=== Problem description ===
Reproduce each of the following records without any deviation.

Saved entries
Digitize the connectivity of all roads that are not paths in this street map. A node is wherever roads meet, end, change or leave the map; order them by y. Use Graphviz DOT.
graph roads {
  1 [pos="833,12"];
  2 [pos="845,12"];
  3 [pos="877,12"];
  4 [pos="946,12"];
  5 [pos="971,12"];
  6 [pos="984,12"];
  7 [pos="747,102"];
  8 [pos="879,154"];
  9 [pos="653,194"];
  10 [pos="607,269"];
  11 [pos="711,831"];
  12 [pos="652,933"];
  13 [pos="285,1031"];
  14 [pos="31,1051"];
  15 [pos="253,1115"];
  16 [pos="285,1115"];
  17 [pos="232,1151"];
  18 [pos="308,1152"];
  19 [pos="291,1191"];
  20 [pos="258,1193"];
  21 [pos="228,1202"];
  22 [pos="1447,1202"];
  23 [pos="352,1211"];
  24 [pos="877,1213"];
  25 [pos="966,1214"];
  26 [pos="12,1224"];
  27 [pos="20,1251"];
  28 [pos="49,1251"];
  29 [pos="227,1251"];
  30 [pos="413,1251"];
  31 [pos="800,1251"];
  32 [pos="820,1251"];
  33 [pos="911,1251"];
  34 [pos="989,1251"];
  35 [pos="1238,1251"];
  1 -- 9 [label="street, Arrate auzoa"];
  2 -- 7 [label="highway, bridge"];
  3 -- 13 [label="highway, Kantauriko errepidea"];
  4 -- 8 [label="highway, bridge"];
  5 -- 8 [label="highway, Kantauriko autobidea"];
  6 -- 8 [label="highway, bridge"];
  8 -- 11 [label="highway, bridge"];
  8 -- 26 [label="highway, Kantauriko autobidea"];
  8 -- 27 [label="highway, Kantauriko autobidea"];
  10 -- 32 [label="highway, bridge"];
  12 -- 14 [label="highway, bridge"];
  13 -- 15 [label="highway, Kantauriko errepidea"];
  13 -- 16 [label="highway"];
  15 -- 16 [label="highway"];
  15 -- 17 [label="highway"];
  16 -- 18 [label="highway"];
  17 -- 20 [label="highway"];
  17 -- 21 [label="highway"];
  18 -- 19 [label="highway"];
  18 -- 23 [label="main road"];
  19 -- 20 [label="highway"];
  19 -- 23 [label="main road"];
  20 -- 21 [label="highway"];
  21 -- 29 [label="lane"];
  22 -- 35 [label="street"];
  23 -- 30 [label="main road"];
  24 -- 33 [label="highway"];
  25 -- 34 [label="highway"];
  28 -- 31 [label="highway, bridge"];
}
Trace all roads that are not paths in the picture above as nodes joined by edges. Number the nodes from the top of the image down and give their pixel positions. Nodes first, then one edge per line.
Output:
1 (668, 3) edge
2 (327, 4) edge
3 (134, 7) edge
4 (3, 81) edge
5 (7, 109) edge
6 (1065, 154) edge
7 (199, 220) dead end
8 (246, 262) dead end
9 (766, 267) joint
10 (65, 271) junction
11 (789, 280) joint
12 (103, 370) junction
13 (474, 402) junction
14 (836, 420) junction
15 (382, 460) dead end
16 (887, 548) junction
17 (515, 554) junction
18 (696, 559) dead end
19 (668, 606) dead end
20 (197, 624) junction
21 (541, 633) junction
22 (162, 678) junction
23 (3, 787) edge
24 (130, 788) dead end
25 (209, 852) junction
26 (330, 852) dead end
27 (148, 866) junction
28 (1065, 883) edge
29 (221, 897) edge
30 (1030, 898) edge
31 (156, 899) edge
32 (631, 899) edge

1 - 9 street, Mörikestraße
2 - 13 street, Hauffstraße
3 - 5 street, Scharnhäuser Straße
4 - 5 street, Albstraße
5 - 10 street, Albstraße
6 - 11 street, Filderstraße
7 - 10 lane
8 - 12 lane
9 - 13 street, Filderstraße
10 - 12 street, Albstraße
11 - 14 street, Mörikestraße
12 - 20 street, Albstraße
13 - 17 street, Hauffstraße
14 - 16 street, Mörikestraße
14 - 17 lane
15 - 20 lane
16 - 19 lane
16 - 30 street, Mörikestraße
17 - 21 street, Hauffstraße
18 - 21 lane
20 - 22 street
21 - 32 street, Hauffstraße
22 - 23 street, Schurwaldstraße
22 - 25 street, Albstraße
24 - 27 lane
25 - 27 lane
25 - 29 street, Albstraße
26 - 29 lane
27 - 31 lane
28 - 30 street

=== Completed exercise ===
Digitize the connectivity of all roads that are not paths in this street map. A node is wherever roads meet, end, change or leave the map; order them by y. Use Graphviz DOT.
graph roads {
  1 [pos="833,12"];
  2 [pos="845,12"];
  3 [pos="877,12"];
  4 [pos="946,12"];
  5 [pos="971,12"];
  6 [pos="984,12"];
  7 [pos="747,102"];
  8 [pos="879,154"];
  9 [pos="653,194"];
  10 [pos="607,269"];
  11 [pos="711,831"];
  12 [pos="652,933"];
  13 [pos="285,1031"];
  14 [pos="31,1051"];
  15 [pos="253,1115"];
  16 [pos="285,1115"];
  17 [pos="232,1151"];
  18 [pos="308,1152"];
  19 [pos="291,1191"];
  20 [pos="258,1193"];
  21 [pos="228,1202"];
  22 [pos="1447,1202"];
  23 [pos="352,1211"];
  24 [pos="877,1213"];
  25 [pos="966,1214"];
  26 [pos="12,1224"];
  27 [pos="20,1251"];
  28 [pos="49,1251"];
  29 [pos="227,1251"];
  30 [pos="413,1251"];
  31 [pos="800,1251"];
  32 [pos="820,1251"];
  33 [pos="911,1251"];
  34 [pos="989,1251"];
  35 [pos="1238,1251"];
  1 -- 9 [label="street, Arrate auzoa"];
  2 -- 7 [label="highway, bridge"];
  3 -- 13 [label="highway, Kantauriko errepidea"];
  4 -- 8 [label="highway, bridge"];
  5 -- 8 [label="highway, Kantauriko autobidea"];
  6 -- 8 [label="highway, bridge"];
  8 -- 11 [label="highway, bridge"];
  8 -- 26 [label="highway, Kantauriko autobidea"];
  8 -- 27 [label="highway, Kantauriko autobidea"];
  10 -- 32 [label="highway, bridge"];
  12 -- 14 [label="highway, bridge"];
  13 -- 15 [label="highway, Kantauriko errepidea"];
  13 -- 16 [label="highway"];
  15 -- 16 [label="highway"];
  15 -- 17 [label="highway"];
  16 -- 18 [label="highway"];
  17 -- 20 [label="highway"];
  17 -- 21 [label="highway"];
  18 -- 19 [label="highway"];
  18 -- 23 [label="main road"];
  19 -- 20 [label="highway"];
  19 -- 23 [label="main road"];
  20 -- 21 [label="highway"];
  21 -- 29 [label="lane"];
  22 -- 35 [label="street"];
  23 -- 30 [label="main road"];
  24 -- 33 [label="highway"];
  25 -- 34 [label="highway"];
  28 -- 31 [label="highway, bridge"];
}
Trace all roads that are not paths in the picture above as nodes joined by edges. Number the nodes from the top of the image down and give their pixel positions. Nodes first, then one edge per line.
Output:
1 (668, 3) edge
2 (327, 4) edge
3 (134, 7) edge
4 (3, 81) edge
5 (7, 109) edge
6 (1065, 154) edge
7 (199, 220) dead end
8 (246, 262) dead end
9 (766, 267) joint
10 (65, 271) junction
11 (789, 280) joint
12 (103, 370) junction
13 (474, 402) junction
14 (836, 420) junction
15 (382, 460) dead end
16 (887, 548) junction
17 (515, 554) junction
18 (696, 559) dead end
19 (668, 606) dead end
20 (197, 624) junction
21 (541, 633) junction
22 (162, 678) junction
23 (3, 787) edge
24 (130, 788) dead end
25 (209, 852) junction
26 (330, 852) dead end
27 (148, 866) junction
28 (1065, 883) edge
29 (221, 897) edge
30 (1030, 898) edge
31 (156, 899) edge
32 (631, 899) edge

1 - 9 street, Mörikestraße
2 - 13 street, Hauffstraße
3 - 5 street, Scharnhäuser Straße
4 - 5 street, Albstraße
5 - 10 street, Albstraße
6 - 11 street, Filderstraße
7 - 10 lane
8 - 12 lane
9 - 13 street, Filderstraße
10 - 12 street, Albstraße
11 - 14 street, Mörikestraße
12 - 20 street, Albstraße
13 - 17 street, Hauffstraße
14 - 16 street, Mörikestraße
14 - 17 lane
15 - 20 lane
16 - 19 lane
16 - 30 street, Mörikestraße
17 - 21 street, Hauffstraße
18 - 21 lane
20 - 22 street
21 - 32 street, Hauffstraße
22 - 23 street, Schurwaldstraße
22 - 25 street, Albstraße
24 - 27 lane
25 - 27 lane
25 - 29 street, Albstraße
26 - 29 lane
27 - 31 lane
28 - 30 street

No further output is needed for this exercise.